■ EXERCISE DETAILS ■
Please copy each line of the records below that holds the word "Plain".

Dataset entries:
• • • • • • •

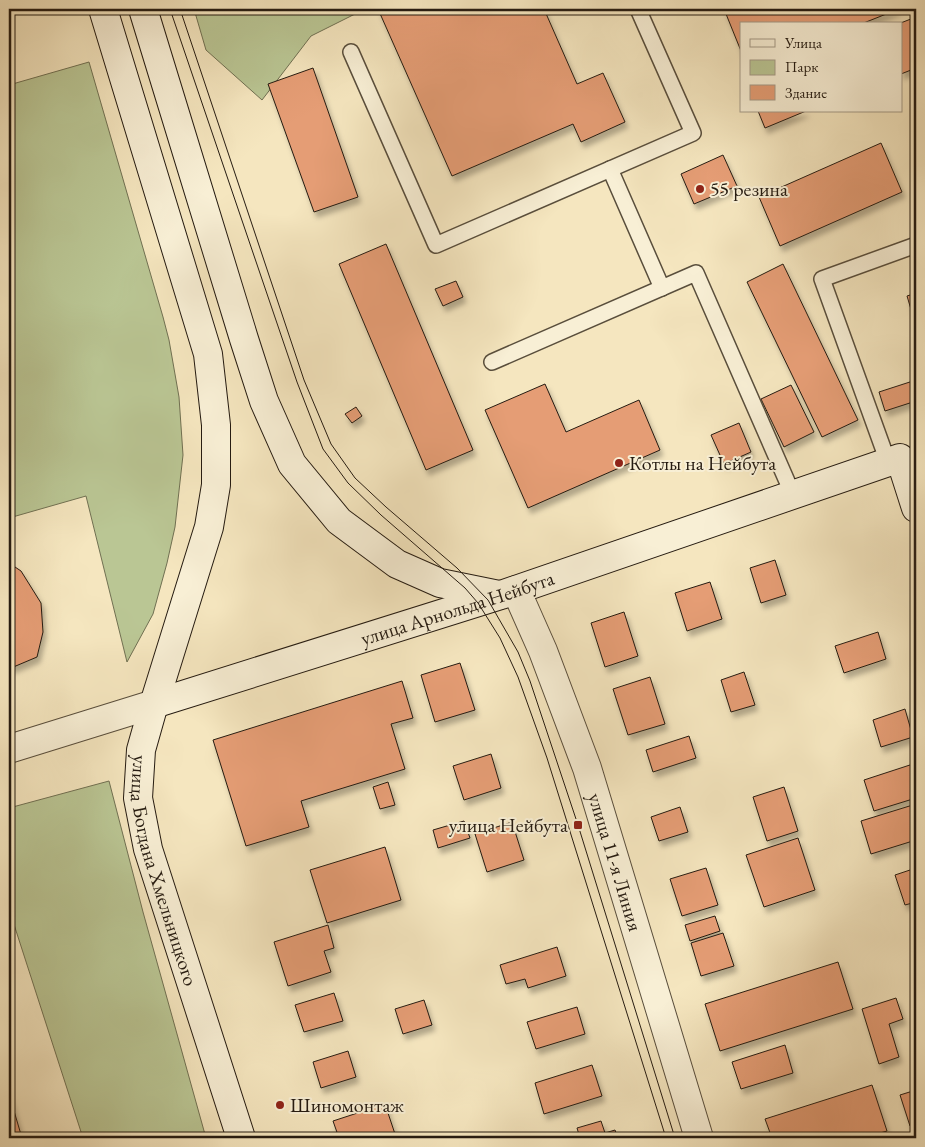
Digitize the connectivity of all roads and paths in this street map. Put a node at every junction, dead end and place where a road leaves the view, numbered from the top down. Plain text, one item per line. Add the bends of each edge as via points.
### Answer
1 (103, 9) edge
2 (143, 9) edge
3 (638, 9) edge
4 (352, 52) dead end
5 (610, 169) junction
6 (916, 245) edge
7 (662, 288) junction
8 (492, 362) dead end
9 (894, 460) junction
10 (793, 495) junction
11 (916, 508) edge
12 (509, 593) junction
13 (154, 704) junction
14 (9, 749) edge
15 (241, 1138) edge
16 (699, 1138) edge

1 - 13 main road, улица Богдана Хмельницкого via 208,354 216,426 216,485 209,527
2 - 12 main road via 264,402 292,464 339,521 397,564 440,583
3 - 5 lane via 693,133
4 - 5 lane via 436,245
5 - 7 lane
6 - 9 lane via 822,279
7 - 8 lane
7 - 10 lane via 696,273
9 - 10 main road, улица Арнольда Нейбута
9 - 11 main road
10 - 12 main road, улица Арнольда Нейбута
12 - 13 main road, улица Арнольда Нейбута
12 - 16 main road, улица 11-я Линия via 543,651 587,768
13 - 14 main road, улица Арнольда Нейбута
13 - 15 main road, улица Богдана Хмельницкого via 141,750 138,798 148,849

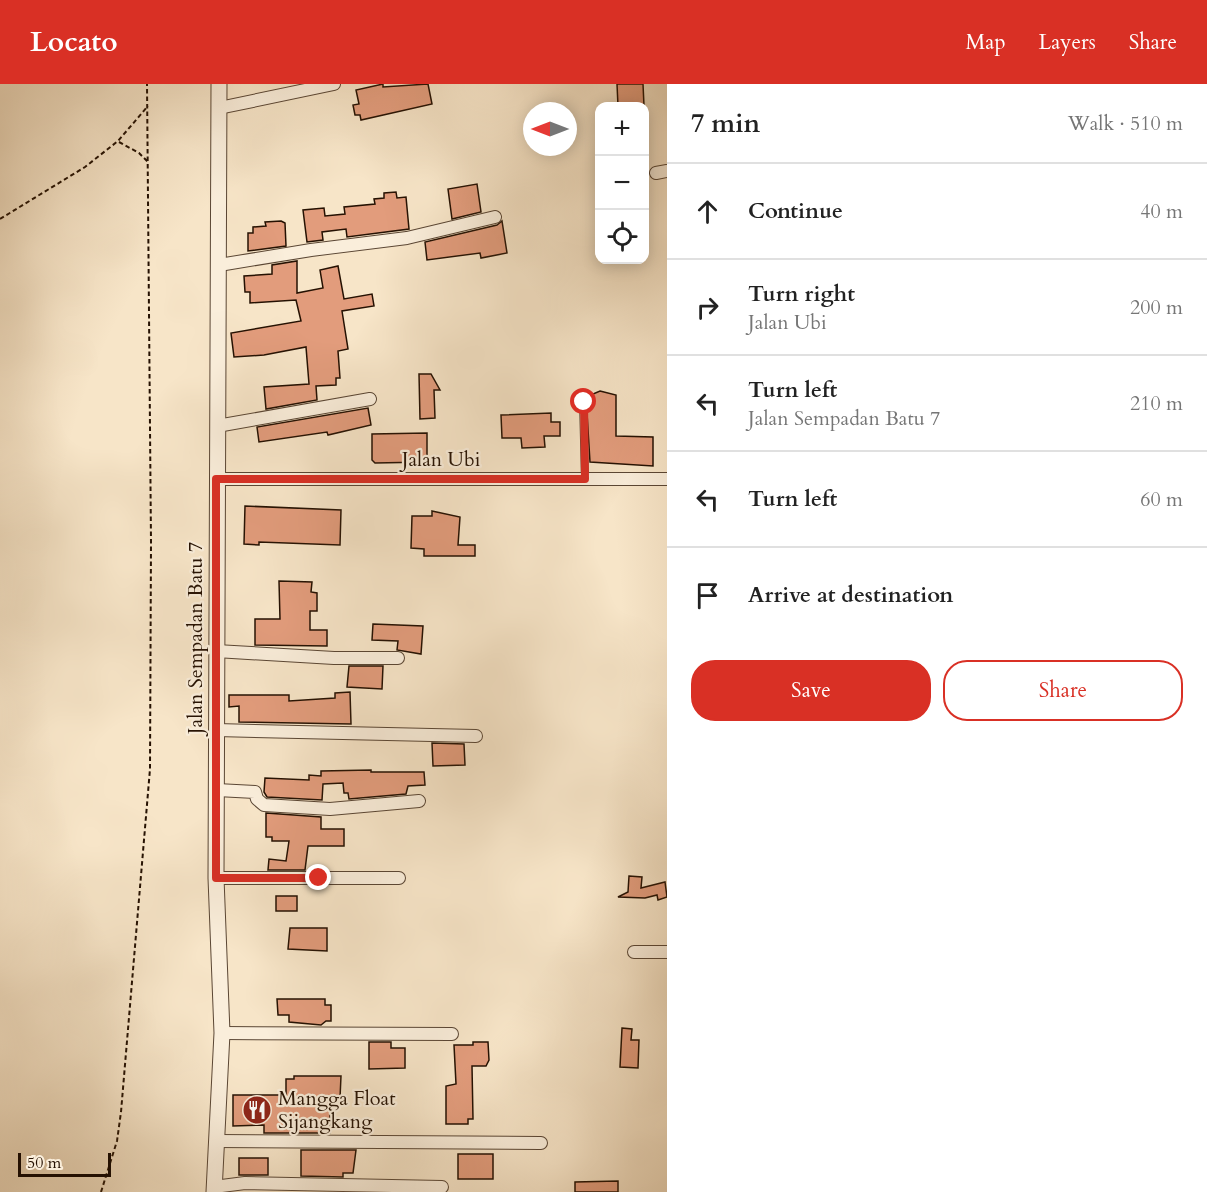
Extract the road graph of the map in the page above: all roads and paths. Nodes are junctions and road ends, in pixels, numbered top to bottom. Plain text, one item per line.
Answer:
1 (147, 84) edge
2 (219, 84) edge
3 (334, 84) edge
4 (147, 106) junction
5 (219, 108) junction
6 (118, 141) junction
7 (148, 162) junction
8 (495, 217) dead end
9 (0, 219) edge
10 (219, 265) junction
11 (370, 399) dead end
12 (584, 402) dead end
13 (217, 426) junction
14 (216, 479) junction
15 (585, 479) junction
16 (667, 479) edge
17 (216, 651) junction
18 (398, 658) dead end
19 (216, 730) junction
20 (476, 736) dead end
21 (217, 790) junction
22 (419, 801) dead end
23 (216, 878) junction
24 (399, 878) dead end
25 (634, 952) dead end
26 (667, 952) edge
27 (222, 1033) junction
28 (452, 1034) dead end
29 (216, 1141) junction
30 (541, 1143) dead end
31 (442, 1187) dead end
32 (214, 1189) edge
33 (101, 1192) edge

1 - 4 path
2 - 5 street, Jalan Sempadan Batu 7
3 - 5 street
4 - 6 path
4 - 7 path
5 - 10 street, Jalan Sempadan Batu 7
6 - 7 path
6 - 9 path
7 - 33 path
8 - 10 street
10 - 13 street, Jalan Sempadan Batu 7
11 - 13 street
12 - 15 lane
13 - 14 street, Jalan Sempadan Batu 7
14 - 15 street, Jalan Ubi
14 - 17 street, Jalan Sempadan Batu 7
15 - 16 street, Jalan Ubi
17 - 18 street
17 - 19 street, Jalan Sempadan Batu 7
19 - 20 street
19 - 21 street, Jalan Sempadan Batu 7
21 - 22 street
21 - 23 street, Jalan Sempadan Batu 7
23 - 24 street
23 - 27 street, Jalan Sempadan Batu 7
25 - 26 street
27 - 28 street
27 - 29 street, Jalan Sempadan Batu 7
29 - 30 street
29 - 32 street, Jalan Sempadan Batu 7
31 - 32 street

• • • • • • •

■ WRITTEN REPLY ■
Digitize the connectivity of all roads and paths in this street map. Put a node at every junction, dead end and place where a road leaves the view, numbered from the top down. Plain text, one item per line. Add the bends of each edge as via points.
Extract the road graph of the map in the page above: all roads and paths. Nodes are junctions and road ends, in pixels, numbered top to bottom. Plain text, one item per line.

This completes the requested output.